Taxas obtidas nas emissões de BT a 3 e 11 meses afundam

Data3 meses11 meses17-02-201620-04-201615-06-201617-08-201622-09-201615-02-201721-06-201716-08-201718-10-201721-02-201818-04-201820-06-201815-08-201817-10-201820-02-201917-04-201919-06-201921-08-2019-0.6-0.4-0.200.2

Toda a dívida portuguesa até aos oito anos com juros negativos

A fuga dos investidores de ativos mais arriscados para a dívida, que se reflete nos juros, revelou-se esta quarta-feira no apetite dos investidores por títulos portugueses. A procura manteve-se robusta neste leilão, em que o montante indicativo foi inferior ao das anteriores emissões de dívida realizadas ao longo do ano. Em comparação com a última colocação de títulos da mesma maturidade (em que a oferta era maior), a apetite foi maior.

A procura por BT a 11 meses foi 2,05 vezes superior à oferta (contra 1,71 vezes no último leilão comparável), enquanto nas BT a três meses a procura foi superior à oferta em 4,35 vezes (em comparação com 3,10 vezes na anterior emissão).

Além da recuperação da confiança dos investidores em Portugal após a crise, tem sido principalmente a fuga das ações em direção às obrigações (causada pela expetativa face ao BCE e aos receios de recessão) que tem beneficiado Portugal.

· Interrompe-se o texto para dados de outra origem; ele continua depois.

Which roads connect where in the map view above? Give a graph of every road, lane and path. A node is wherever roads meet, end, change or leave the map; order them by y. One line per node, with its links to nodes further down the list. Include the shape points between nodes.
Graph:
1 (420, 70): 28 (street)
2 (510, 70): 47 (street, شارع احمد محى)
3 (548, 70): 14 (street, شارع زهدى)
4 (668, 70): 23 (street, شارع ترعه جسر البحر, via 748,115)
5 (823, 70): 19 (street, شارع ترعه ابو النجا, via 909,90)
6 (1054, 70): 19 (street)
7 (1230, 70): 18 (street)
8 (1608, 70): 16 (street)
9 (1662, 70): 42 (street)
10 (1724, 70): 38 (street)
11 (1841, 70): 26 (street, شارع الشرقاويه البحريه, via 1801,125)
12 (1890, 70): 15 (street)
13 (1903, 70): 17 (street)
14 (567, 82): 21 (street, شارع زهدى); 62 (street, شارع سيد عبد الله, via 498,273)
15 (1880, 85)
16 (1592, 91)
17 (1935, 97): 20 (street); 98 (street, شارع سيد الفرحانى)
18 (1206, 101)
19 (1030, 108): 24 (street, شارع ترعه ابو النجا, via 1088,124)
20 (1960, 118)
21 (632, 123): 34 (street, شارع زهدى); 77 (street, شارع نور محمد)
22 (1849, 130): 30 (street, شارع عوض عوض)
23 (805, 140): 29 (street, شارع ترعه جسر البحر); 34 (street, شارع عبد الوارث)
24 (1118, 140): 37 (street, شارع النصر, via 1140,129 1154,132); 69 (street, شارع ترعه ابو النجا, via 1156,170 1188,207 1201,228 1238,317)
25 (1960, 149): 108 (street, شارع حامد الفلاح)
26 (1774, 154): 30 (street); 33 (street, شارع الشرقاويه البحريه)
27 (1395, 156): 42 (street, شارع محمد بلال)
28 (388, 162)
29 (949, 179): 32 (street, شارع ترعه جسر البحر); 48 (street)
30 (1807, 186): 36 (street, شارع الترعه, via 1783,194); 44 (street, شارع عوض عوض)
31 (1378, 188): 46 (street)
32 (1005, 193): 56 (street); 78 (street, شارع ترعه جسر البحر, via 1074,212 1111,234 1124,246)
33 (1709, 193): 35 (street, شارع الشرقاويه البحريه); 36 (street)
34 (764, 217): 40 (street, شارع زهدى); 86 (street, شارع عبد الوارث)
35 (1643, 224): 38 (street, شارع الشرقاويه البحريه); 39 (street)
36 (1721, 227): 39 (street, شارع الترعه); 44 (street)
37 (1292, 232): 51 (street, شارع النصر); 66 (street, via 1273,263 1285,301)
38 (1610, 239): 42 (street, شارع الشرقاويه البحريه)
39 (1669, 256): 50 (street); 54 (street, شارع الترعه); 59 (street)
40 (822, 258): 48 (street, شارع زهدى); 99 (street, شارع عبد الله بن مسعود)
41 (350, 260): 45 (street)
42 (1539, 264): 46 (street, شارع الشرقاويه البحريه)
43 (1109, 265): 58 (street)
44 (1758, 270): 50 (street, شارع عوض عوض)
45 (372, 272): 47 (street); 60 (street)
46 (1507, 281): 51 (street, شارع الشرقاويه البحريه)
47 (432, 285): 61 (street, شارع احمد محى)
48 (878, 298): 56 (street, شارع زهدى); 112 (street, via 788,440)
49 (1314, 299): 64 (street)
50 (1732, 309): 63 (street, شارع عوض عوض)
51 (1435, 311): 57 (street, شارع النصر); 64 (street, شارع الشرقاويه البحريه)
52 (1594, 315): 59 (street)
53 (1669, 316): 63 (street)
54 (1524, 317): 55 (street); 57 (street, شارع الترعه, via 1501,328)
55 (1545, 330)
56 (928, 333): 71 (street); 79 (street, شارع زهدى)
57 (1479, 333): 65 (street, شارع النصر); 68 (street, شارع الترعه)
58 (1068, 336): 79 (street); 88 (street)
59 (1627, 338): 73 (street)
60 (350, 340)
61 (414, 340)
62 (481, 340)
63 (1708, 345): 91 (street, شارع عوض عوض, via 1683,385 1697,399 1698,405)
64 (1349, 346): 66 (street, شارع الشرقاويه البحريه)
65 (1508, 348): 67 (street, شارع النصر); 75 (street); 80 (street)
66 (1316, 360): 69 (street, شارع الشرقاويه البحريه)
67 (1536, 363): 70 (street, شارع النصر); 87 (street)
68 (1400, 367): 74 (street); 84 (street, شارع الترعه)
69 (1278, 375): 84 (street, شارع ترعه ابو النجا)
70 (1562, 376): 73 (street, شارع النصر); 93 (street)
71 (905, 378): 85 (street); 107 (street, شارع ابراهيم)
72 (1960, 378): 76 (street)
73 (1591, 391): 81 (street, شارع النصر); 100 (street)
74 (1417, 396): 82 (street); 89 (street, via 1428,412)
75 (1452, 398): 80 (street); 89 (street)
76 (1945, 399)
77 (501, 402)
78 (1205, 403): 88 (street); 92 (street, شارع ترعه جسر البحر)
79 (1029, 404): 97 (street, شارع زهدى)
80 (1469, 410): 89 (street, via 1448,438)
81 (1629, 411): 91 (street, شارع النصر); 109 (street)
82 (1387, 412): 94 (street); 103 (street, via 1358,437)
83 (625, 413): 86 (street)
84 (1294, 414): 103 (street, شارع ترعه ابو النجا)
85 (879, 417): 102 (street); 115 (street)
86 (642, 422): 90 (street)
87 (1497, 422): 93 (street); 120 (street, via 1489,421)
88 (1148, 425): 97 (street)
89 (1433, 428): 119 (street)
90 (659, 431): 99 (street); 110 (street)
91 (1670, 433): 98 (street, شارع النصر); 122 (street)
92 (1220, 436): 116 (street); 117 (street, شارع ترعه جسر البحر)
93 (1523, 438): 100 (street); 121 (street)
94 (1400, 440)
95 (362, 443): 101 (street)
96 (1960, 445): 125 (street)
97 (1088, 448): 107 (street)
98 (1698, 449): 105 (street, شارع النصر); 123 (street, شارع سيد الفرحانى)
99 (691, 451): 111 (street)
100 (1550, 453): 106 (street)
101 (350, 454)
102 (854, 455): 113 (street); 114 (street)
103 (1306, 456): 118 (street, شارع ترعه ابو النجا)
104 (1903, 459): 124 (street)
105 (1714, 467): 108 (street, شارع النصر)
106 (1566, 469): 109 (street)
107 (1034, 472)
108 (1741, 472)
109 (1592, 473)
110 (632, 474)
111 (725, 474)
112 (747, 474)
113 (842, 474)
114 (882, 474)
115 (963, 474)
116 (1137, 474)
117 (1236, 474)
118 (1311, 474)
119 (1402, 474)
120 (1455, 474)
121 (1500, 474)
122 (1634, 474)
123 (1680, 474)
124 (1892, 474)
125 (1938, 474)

O país tem conseguido consistentemente forte procura pela dívida e tem renovado mínimos históricos nos juros obtidos tanto em mercado primário e secundário. Enquanto os títulos a curto prazo têm juros cada vez mais negativos, também as obrigações a médio e longo prazo têm seguido esta tendência.

No mundo já temos mais de 16 biliões de dívida com yields abaixo de zero e Portugal não foge à regra uma vez que já tem yields negativas para maturidades até os oito anos“, lembrou Silva. Os obrigações benchmark, ou seja a dez anos, chegaram a tocar um mínimo histórico de 0,08% no final da semana passada e negoceiam esta quarta-feira em 0,17%. “O cenário atual tem vindo a ser muito benéfico para Portugal pois tem vindo a permitir reduzir o custo médio da nossa dívida”, acrescentou.

Entre as obrigações que estão com juros negativos, incluem-se títulos a dez anos de uma série de países europeus, como França ou Holanda, mas o caso mais expressivo é o da Alemanha (cuja dívida é vista como ativo-refúgio). O país tem toda a dívida até aos 30 anos com yields negativas em mercado secundário, sendo que a Alemanha emitiu, também esta quarta-feira, pela primeira vez Bunds com este prazo a juros negativos: -0,11%.